Sedrick Curry

No. 23, 3
- Position:: Defensive back

Personal information
- Born:: November 23, 1976 (age 48) Houston, Texas, U.S.
- Height:: 6 ft 1 in (1.85 m)
- Weight:: 197 lb (89 kg)

Career information
- High school:: Sterling (Houston)
- College:: Texas A&M (1995–1999)
- NFL draft:: 2000: undrafted

Career history
- Pittsburgh Steelers (2000)*; Detroit Lions (2000)*; Birmingham Thunderbolts (2001); BC Lions (2001–2002);
- * Offseason and/or practice squad member only

= Sedrick Curry =

American gridiron football player (born 1976)

Sedrick Demon Curry (born November 23, 1976) is an American former professional football defensive back who played for the BC Lions of the Canadian Football League (CFL) and the Birmingham Thunderbolts of the XFL. He played college football at Texas A&M University.

==Early life==
Sedrick Demon Curry was born on November 23, 1976, in Houston, Texas. He attended Sterling High School in Houston.

==College career==
Curry played college football for the Texas A&M Aggies of Texas A&M University. He redshirted the 1995 season and was a four-year letterman from 1996 to 1999. He started eight games his redshirt sophomore year in 1997 and led the team with three interceptions.

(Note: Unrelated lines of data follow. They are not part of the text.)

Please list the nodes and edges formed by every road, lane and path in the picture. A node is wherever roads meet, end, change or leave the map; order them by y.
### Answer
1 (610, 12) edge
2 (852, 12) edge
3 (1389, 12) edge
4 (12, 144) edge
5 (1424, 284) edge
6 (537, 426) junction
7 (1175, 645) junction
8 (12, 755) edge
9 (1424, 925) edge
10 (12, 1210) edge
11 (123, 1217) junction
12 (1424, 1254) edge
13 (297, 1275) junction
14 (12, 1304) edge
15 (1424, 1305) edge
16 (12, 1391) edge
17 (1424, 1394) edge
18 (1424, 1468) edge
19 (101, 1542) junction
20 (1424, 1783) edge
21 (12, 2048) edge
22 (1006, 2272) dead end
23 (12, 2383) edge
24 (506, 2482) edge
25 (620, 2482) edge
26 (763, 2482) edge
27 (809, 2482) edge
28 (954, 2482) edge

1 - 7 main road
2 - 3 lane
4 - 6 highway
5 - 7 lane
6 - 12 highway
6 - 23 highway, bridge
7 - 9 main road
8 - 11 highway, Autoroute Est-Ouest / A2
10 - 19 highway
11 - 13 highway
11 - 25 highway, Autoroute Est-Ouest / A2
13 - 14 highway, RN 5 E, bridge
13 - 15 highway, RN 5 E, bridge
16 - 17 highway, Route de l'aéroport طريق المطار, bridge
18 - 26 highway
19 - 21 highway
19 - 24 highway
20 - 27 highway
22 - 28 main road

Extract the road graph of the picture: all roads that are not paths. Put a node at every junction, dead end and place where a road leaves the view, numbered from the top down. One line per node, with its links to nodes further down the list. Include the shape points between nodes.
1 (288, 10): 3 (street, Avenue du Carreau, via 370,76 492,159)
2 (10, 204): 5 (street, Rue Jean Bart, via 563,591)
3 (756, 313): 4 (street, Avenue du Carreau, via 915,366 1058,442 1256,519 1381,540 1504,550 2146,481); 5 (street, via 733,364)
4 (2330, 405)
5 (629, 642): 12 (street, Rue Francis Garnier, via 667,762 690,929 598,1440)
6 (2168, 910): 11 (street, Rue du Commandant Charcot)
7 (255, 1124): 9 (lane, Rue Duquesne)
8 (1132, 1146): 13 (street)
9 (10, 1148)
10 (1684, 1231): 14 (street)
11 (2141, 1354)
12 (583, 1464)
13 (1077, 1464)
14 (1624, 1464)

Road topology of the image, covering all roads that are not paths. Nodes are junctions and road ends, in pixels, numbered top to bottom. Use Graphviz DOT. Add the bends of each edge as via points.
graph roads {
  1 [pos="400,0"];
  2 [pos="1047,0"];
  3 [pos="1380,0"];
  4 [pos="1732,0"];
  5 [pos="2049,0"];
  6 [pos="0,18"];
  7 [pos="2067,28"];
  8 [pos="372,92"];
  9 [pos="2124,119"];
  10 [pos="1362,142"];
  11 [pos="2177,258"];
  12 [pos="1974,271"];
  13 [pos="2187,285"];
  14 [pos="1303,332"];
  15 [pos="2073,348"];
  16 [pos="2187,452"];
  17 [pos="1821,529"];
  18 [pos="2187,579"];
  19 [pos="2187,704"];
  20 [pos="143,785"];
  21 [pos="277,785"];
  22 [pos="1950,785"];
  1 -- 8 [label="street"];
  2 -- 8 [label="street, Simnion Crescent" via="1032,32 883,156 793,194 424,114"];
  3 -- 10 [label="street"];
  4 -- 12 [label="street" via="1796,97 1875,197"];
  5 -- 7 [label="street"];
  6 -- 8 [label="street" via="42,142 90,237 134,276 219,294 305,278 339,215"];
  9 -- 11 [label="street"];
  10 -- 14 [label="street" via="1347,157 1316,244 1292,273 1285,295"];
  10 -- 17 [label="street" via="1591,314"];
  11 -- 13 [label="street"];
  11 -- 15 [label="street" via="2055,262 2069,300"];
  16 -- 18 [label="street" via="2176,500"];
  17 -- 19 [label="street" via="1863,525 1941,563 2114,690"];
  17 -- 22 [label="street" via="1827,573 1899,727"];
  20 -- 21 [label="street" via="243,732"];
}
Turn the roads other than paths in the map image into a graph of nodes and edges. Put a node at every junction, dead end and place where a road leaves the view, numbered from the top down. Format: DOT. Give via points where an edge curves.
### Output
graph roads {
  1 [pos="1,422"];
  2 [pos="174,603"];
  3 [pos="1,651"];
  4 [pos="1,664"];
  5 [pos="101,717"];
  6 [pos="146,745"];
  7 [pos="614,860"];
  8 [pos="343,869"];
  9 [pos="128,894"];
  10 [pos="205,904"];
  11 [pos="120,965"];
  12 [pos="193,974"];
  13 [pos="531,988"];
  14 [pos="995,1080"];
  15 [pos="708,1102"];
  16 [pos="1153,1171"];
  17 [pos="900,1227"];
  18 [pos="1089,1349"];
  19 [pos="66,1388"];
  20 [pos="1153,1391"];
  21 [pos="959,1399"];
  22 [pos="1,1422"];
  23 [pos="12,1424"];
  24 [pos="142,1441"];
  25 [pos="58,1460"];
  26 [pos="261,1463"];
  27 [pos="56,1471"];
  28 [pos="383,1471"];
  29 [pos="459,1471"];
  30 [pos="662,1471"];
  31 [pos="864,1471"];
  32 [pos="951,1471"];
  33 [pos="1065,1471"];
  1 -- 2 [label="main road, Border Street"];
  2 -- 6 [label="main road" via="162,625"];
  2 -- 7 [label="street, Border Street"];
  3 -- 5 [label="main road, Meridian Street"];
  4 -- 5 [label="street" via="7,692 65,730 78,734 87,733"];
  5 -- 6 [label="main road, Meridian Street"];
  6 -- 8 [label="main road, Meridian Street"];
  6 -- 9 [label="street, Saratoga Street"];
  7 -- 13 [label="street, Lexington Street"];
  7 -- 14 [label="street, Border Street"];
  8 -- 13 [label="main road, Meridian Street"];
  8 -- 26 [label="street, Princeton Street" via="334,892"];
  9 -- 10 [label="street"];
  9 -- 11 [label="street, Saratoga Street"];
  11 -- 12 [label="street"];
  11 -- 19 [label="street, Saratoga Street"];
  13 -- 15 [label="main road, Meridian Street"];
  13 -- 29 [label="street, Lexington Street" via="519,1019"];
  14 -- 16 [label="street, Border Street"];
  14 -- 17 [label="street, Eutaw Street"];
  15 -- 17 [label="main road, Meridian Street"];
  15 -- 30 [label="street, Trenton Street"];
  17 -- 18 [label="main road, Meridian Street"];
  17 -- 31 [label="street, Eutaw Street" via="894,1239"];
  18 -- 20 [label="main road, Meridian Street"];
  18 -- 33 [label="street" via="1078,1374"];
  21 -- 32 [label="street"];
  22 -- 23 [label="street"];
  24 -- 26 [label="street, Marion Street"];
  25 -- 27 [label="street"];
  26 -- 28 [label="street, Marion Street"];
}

Curry had knee surgery in 1998 but still ended up playing in every game that season, recording 36 tackles, three interceptions and five pass breakups. He started 11 games as a senior in 1999, totaling 48 tackles, three interceptions, five pass breakups, and two fumble recoveries. He majored in speech communications at Texas A&M.

==Professional career==
Curry was rated the 37th best cornerback in the 2000 NFL draft by NFLDraftScout.com. He signed with the Pittsburgh Steelers on
April 17, 2000, after going undrafted. He was released on July 27, 2000.

Curry was signed by the Detroit Lions on July 30, 2000. He was soon released on August 6, 2000.

In October 2000, Curry was selected by the Birmingham Thunderbolts in the tenth round, with the 79th overall pick, of the 2001 XFL draft. He played in all ten games for the Thunderbolts during the 2001 XFL season, posting eight tackles and one sack. The XFL folded after the season.

Curry signed with the BC Lions of the Canadian Football League (CFL) on June 1, 2001. He dressed in 15 games for the Lions during the 2001 CFL season, recording 17 defensive tackles, eight special teams tackles, and two pass breakups. He dressed in eight games in 2002, totaling 16 defensive tackles, six special teams tackles, one interception, and one pass breakup.